Brexit fallout weakens Romania's clothing industry

Britain’s vote to leave the EU has hurt Romania’s embattled garment industry, exposing unfair practices by large clothing companies.

Ana Maria Luca
Ana Maria Luca NewsMavens, Central & Eastern Europe
Brexit fallout weakens Romania's clothing industry - NewsMavens
Belt and jeans. Pixabay

Why this story matters:

Over the years, southeastern Europe has become an important center for garment and shoe manufacturing by European companies: it was close, delivered fast and possessed a cheap and skilled labor force. According to official statistics, in 2017 the market value for apparel and footwear in Eastern Europe reached around 76.7 billion euros. This has already increased by around 4.1 billion euros in 2018.

Romania has roughly 4,500 textile factories -- employing more than 200,000 people, mostly women, in one of the EU’s poorest countries -- and many of them rely heavily on British clients who paid in pounds. But as the pound went into freefall on the back of Britain’s shock vote to leave the European Union in June 2016, many of these factories have seen their profits vanish.

For the many Romanian factories that employ women at minimum wage -- around 300 euros/month -- it has become increasingly difficult to survive, despite the low production costs, because they catered mostly to British brands which, after the Brexit vote, have been paying less and less to the producers.

Unable to raise prices -- with a pair of trousers produced for a mere 1 dollar -- Romanian garment factory owners are fighting for survival as they try to increase production rates without increasing the wages of their employees. 

“There is no way for the garment industry in these countries to upgrade,” Bettina Mussiolek, Coordinator for Eastern Europe and Turkey at the Clean Clothes Campaign, an alliance dedicated to improving working conditions in the global garment industry. “It’s a real trap both for the national economy and the factories. And it’s a social disaster because only poor wages can be paid and workers face extremely bad conditions.”

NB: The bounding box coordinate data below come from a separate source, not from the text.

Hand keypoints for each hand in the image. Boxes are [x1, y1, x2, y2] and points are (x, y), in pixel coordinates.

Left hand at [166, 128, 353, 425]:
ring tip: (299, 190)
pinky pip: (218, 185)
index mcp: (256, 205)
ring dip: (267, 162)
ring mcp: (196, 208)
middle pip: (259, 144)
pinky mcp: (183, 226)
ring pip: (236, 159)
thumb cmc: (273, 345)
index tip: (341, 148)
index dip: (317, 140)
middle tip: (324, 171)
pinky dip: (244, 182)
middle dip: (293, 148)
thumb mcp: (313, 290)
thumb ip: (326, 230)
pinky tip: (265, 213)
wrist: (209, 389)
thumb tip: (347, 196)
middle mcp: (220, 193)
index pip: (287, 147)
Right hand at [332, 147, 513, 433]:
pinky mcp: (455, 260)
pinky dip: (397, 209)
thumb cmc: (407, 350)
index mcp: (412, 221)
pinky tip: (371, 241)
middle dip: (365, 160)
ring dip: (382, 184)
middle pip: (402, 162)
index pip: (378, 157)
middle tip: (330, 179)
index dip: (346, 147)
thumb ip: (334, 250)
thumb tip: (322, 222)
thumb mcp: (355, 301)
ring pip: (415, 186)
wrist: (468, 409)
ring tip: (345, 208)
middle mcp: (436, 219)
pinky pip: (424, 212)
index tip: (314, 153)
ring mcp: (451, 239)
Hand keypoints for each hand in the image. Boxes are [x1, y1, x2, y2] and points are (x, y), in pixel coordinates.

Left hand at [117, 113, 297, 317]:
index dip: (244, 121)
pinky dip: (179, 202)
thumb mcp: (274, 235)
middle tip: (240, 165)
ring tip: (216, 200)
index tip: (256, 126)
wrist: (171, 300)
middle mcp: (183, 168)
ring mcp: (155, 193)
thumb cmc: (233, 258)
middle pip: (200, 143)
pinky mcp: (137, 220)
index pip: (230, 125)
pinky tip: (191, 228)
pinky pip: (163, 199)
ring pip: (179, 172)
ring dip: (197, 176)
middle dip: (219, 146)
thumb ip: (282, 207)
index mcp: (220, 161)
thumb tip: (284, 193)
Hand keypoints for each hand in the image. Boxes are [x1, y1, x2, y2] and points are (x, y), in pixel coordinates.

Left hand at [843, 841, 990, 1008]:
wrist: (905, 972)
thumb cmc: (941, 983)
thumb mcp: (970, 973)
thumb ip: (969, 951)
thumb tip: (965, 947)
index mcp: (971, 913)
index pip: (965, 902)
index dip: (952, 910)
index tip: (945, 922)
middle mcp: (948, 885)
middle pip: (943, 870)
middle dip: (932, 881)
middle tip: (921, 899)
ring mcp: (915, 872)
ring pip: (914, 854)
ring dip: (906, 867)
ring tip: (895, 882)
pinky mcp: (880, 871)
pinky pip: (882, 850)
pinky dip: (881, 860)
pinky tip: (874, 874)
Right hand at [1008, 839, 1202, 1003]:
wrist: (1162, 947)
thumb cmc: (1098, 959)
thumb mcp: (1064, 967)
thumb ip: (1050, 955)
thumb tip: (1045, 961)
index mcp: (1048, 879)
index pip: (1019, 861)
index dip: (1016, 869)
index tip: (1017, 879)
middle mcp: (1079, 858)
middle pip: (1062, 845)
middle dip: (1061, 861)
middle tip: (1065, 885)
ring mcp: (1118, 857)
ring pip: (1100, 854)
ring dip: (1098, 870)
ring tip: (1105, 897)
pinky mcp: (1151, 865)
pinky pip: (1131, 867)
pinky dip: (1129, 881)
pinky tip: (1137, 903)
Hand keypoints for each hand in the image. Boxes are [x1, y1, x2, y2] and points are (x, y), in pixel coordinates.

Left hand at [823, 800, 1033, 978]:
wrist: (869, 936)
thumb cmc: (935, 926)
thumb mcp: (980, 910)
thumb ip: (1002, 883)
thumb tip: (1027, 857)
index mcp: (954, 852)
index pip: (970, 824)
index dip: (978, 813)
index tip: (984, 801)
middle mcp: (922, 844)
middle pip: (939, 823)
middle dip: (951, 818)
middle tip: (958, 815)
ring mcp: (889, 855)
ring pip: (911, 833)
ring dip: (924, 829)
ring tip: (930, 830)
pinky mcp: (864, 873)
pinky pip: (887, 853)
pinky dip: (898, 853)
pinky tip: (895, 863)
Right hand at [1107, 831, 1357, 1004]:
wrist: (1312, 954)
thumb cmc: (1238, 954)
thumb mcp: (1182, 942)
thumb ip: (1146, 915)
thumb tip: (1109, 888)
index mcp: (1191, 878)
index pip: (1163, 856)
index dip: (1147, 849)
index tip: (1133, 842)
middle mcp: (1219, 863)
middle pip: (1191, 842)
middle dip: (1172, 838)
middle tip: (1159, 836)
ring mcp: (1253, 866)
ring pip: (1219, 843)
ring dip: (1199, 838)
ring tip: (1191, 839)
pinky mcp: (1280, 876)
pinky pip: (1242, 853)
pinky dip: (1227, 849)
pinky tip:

Despite labor unions and civil society raising concerns in recent years about human rights and the inhumane working conditions in Central America, Africa and Asia, the industry remains the primary employer for hundreds of thousands of women in the poorer parts of the European continent.  And their situation is not improving. As large factories try to compete, they often outsource orders to small manufacturers where oversight of worker conditions is almost nonexistent.

Details from the story:

  • Britain was consistently one of the biggest importers of clothes made in Eastern Europe. The relationship has been in decline in recent years, a change factory owners blame on the stubbornly low prices paid by British brands.
  • Since Brexit, British brands have resisted passing the cost of the pound’s fall in value onto shoppers; in an industry where margins are tight and every penny counts, that has left some Romanian factories scrambling to increase production to cover lost earnings and searching for clients elsewhere in Europe, according to interviews with more than a dozen factory owners and industry leaders.
  • The industry was already struggling with intense competition from Asia, a high turnover of workers leaving for Western Europe in search of better pay and working conditions, and the lack of bargaining power that comes with being at the very bottom of the supply chain.
  • Negotiations with British brands had become “crazy”, Romanian business owners say. They believe they are lucky if they can charge 15 times less than the price British shoppers will eventually pay for an item of clothing.
  • In reaction, some producers have changed their clientele, focusing on other EU countries, such as France.
  • According to a report published by the Germany-based Clean Clothes NGO, 70 to 80% of all the apparel produced in Eastern Europe, including in Poland, Romania, Bulgaria, Hungary and former Yugoslav states, is shipped to the EU, and half of it to Germany.
  • One factory owner reports that his profits have shrunk to around 5% of revenues, compared to 10-15% when business was better.
  • The wages earned by the textile workers of around 300 euros per month in 2017, are less than the average estimated expenditure of a household (550 euros), according to Romania's National Institute for Statistics.